O país parece estar decidido a não permitir que nenhuma manobra retire sua segunda chance histórica de se desenvolver como uma potência marítima global e soberana. O “perigo amarelo”, como era chamada a ameaça representada pelo Japão durante a Segunda Guerra Mundial, desponta hoje como uma fantasia. Mas nem por isso a China, que não se esqueceu da Guerra do Ópio nem da pilhagem do Palácio de Verão [10], permitirá que qualquer nação a ameace ou a force a se submeter. Para tanto, ela se cerca de certas “precauções”. Ainda que suas capacidades estejam muito longe de superar as da frota norte-americana, a história serve como advertência para a nova marinha chinesa. Cada uma das suas realizações assume um valor simbólico. Em 1989, vinte anos antes do crescimento fulgurante da frota, a primeira embarcação da marinha do Exército Popular de Libertação a visitar oficialmente os Estados Unidos foi um navio de treinamento, o Zhang He.
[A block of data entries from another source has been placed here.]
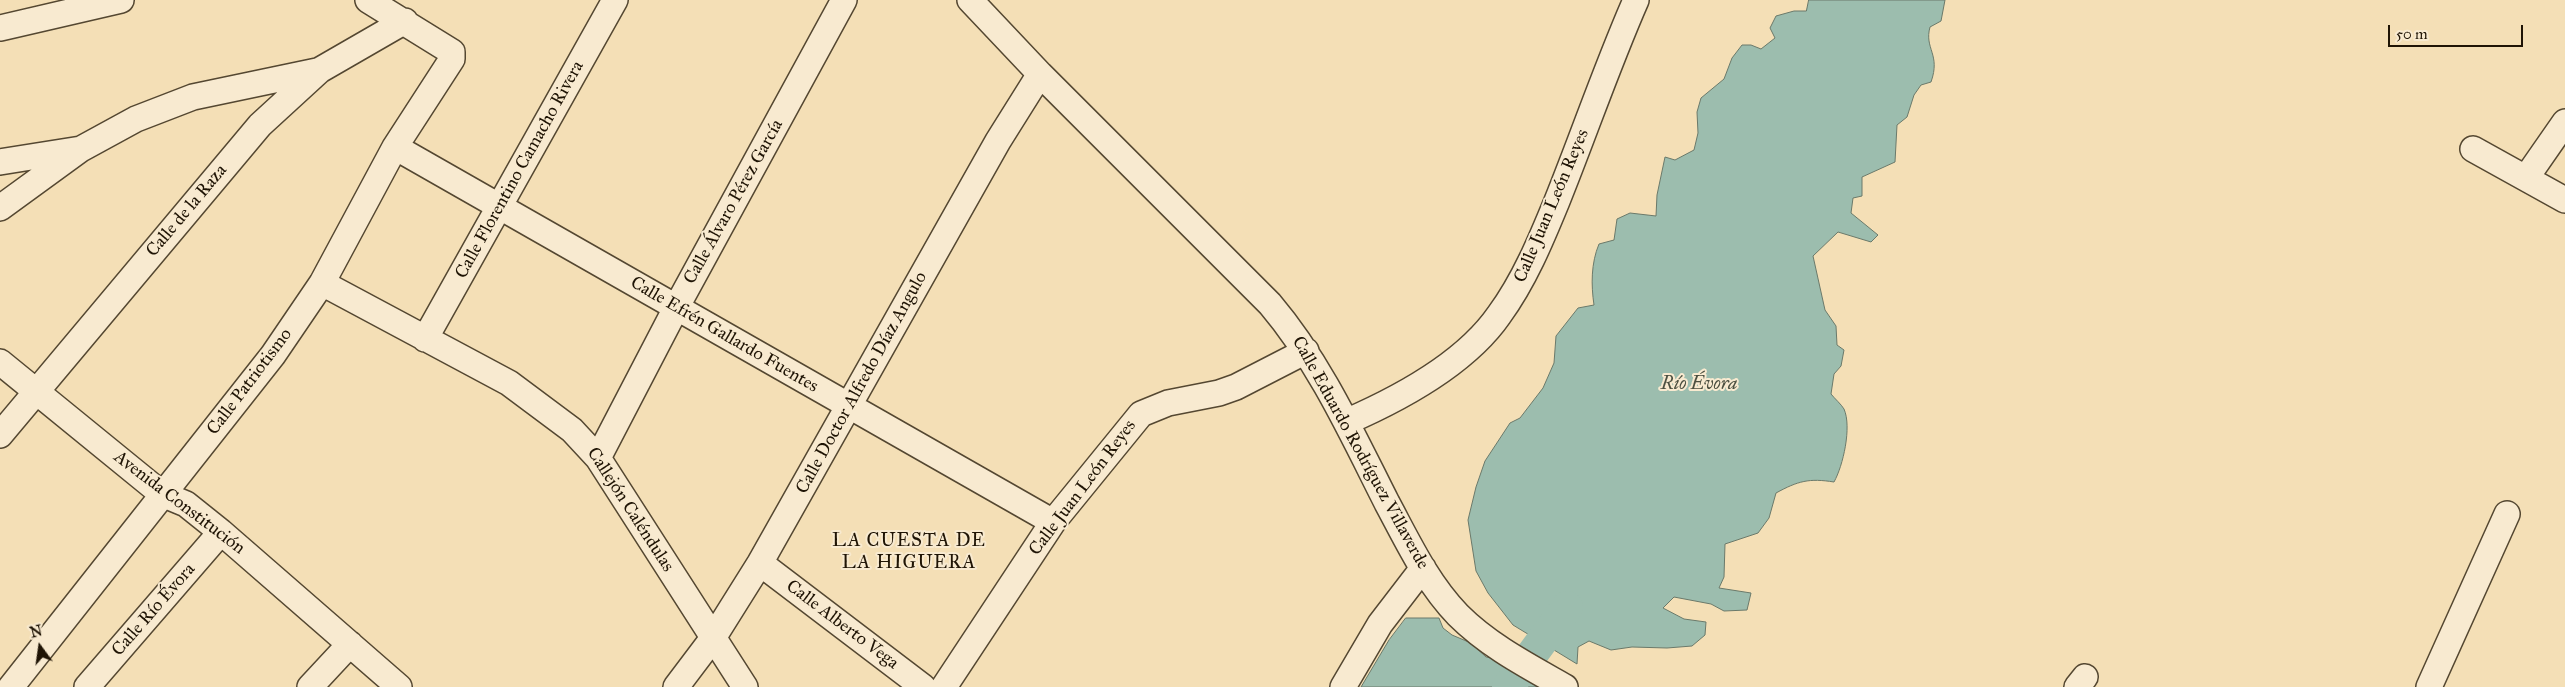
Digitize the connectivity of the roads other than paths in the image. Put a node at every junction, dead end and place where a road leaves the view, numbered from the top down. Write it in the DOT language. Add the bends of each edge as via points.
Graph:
graph roads {
  1 [pos="121,0"];
  2 [pos="368,0"];
  3 [pos="615,0"];
  4 [pos="844,0"];
  5 [pos="970,0"];
  6 [pos="1636,1"];
  7 [pos="405,22"];
  8 [pos="0,28"];
  9 [pos="320,70"];
  10 [pos="1040,74"];
  11 [pos="2565,122"];
  12 [pos="394,147"];
  13 [pos="81,149"];
  14 [pos="2474,149"];
  15 [pos="0,162"];
  16 [pos="2526,178"];
  17 [pos="2565,200"];
  18 [pos="500,207"];
  19 [pos="0,208"];
  20 [pos="322,283"];
  21 [pos="676,308"];
  22 [pos="426,339"];
  23 [pos="1306,351"];
  24 [pos="0,362"];
  25 [pos="36,391"];
  26 [pos="850,407"];
  27 [pos="1346,422"];
  28 [pos="0,435"];
  29 [pos="598,458"];
  30 [pos="162,494"];
  31 [pos="2507,514"];
  32 [pos="1053,522"];
  33 [pos="221,532"];
  34 [pos="760,563"];
  35 [pos="1423,568"];
  36 [pos="713,638"];
  37 [pos="350,644"];
  38 [pos="956,683"];
  39 [pos="11,687"];
  40 [pos="87,687"];
  41 [pos="310,687"];
  42 [pos="399,687"];
  43 [pos="676,687"];
  44 [pos="745,687"];
  45 [pos="923,687"];
  46 [pos="1343,687"];
  47 [pos="1565,687"];
  48 [pos="2429,687"];
  1 -- 8 [label="street"];
  2 -- 7 [label="street"];
  3 -- 18 [label="street, Calle Florentino Camacho Rivera"];
  4 -- 21 [label="street, Calle Álvaro Pérez García"];
  5 -- 10 [label="street, Calle Eduardo Rodríguez Villaverde"];
  6 -- 27 [label="street, Calle Juan León Reyes" via="1543,234 1499,317 1471,346 1439,370 1389,404"];
  7 -- 9 [label="street, Calle de la Raza"];
  7 -- 12 [label="street, Calle Patriotismo" via="452,54 452,59"];
  9 -- 13 [label="street" via="193,97 136,119"];
  9 -- 25 [label="street, Calle de la Raza" via="260,125"];
  10 -- 23 [label="street, Calle Eduardo Rodríguez Villaverde" via="1270,304"];
  10 -- 26 [label="street, Calle Doctor Alfredo Díaz Angulo" via="993,150"];
  11 -- 16 [label="street"];
  12 -- 18 [label="street, Calle Efrén Gallardo Fuentes"];
  12 -- 20 [label="street, Calle Patriotismo"];
  13 -- 15 [label="street"];
  13 -- 19 [label="street"];
  14 -- 16 [label="street"];
  16 -- 17 [label="street"];
  18 -- 21 [label="street, Calle Efrén Gallardo Fuentes"];
  18 -- 22 [label="street, Calle Florentino Camacho Rivera"];
  20 -- 22 [label="street, Callejón Caléndulas"];
  20 -- 30 [label="street, Calle Patriotismo" via="273,355"];
  21 -- 26 [label="street, Calle Efrén Gallardo Fuentes"];
  21 -- 29 [label="street, Calle Álvaro Pérez García"];
  22 -- 29 [label="street, Callejón Caléndulas" via="525,394 572,430"];
  23 -- 27 [label="street, Calle Eduardo Rodríguez Villaverde"];
  23 -- 32 [label="street, Calle Juan León Reyes" via="1236,387 1168,403 1140,414"];
  24 -- 25 [label="street, Avenida Constitución"];
  25 -- 28 [label="street, Calle de la Raza"];
  25 -- 30 [label="street, Avenida Constitución"];
  26 -- 32 [label="street, Calle Efrén Gallardo Fuentes"];
  26 -- 34 [label="street, Calle Doctor Alfredo Díaz Angulo"];
  27 -- 35 [label="street, Calle Eduardo Rodríguez Villaverde"];
  29 -- 36 [label="street, Callejón Caléndulas"];
  30 -- 33 [label="street, Avenida Constitución" via="186,504"];
  30 -- 39 [label="street, Calle Patriotismo"];
  31 -- 48 [label="street"];
  32 -- 38 [label="street, Calle Juan León Reyes"];
  33 -- 37 [label="street, Avenida Constitución"];
  33 -- 40 [label="street, Calle Río Évora"];
  34 -- 36 [label="street, Calle Doctor Alfredo Díaz Angulo"];
  34 -- 45 [label="street, Calle Alberto Vega"];
  35 -- 46 [label="street" via="1380,624"];
  35 -- 47 [label="street, Calle Eduardo Rodríguez Villaverde" via="1458,615 1486,640"];
  36 -- 43 [label="street, Calle Doctor Alfredo Díaz Angulo"];
  36 -- 44 [label="street, Callejón Caléndulas"];
  37 -- 41 [label="street"];
  37 -- 42 [label="street, Avenida Constitución"];
}
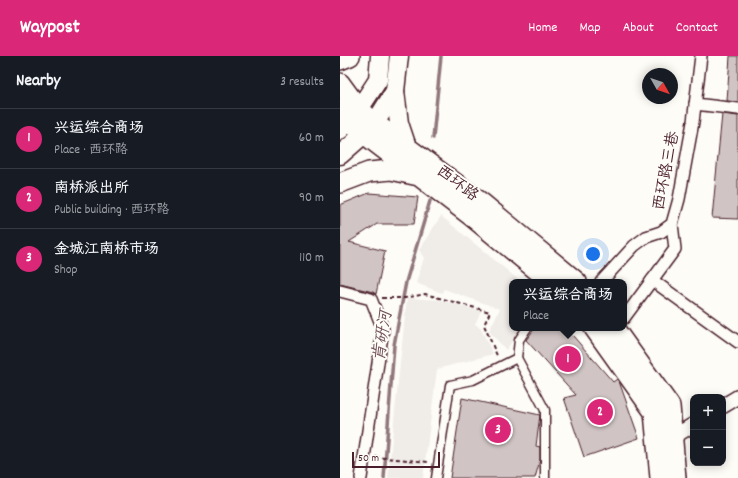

Na época, ninguém se preocupou em comentar seu nome. O almirante eunuco Zhang He comandou a poderosa frota da dinastia Ming, no século 15.

[1] Os vídeos podem ser baixados na internet, numa seção especial do site da CCTV. Para acessá-la (traduzida do chinês pelo Google), clique aqui Os vídeos podem ser baixados na internet, numa seção especial do site da CCTV. Para acessá-la (traduzida do chinês pelo Google), clique [aqui->

[2] Joseph Kahn, “China, shy giant, shows signs of shedding its false modesty”, New York Times, 9 de dezembro de 2006.

[3] Afeganistão, Mianmar, Butão, Coréia do Norte, Rússia, Mongólia, Cazaquistão, Quirguistão, Tadjiquistão, Paquistão, Nepal, Laos, Vietnã

[4] La Revue de défense nationale et de sécurité collective, Paris, maio de 2007.

[5] Alexandre Sheldon-Duplaix, “La Marine de l’armée populaire de libération, de 1949 à nos jours”, Revue historique des armées, n° 230, Paris, 2003.

[6] O estreito da Sonda separa as ilhas de Java e Sumatra. O estreito de Gaspar separa as ilhas de Bangka e de Belitung, na Indonésia.

[7] Sittwe situa-se na orla ocidental de Mianmar; Kunming é um porto do Yunnan, no sul da China.

[8] Bernard Dreyer, “La montée en puissance maritime de la Chine”, Défense, Paris, dezembro de 2005.

[9] Li Cheng e Scott Harold, “China’s new military elite”, China Security, Washington, volume 3, n° 4, outono de 2007.

[10] Guerras visando introduzir o comércio do ópio na China, inicialmente conduzidas pelos ingleses (1839-1842), e depois por uma aliança franco-britânica (1858-1860). Foi responsável pela pilhagem do Palácio de Verão do imperador (outubro de 1860).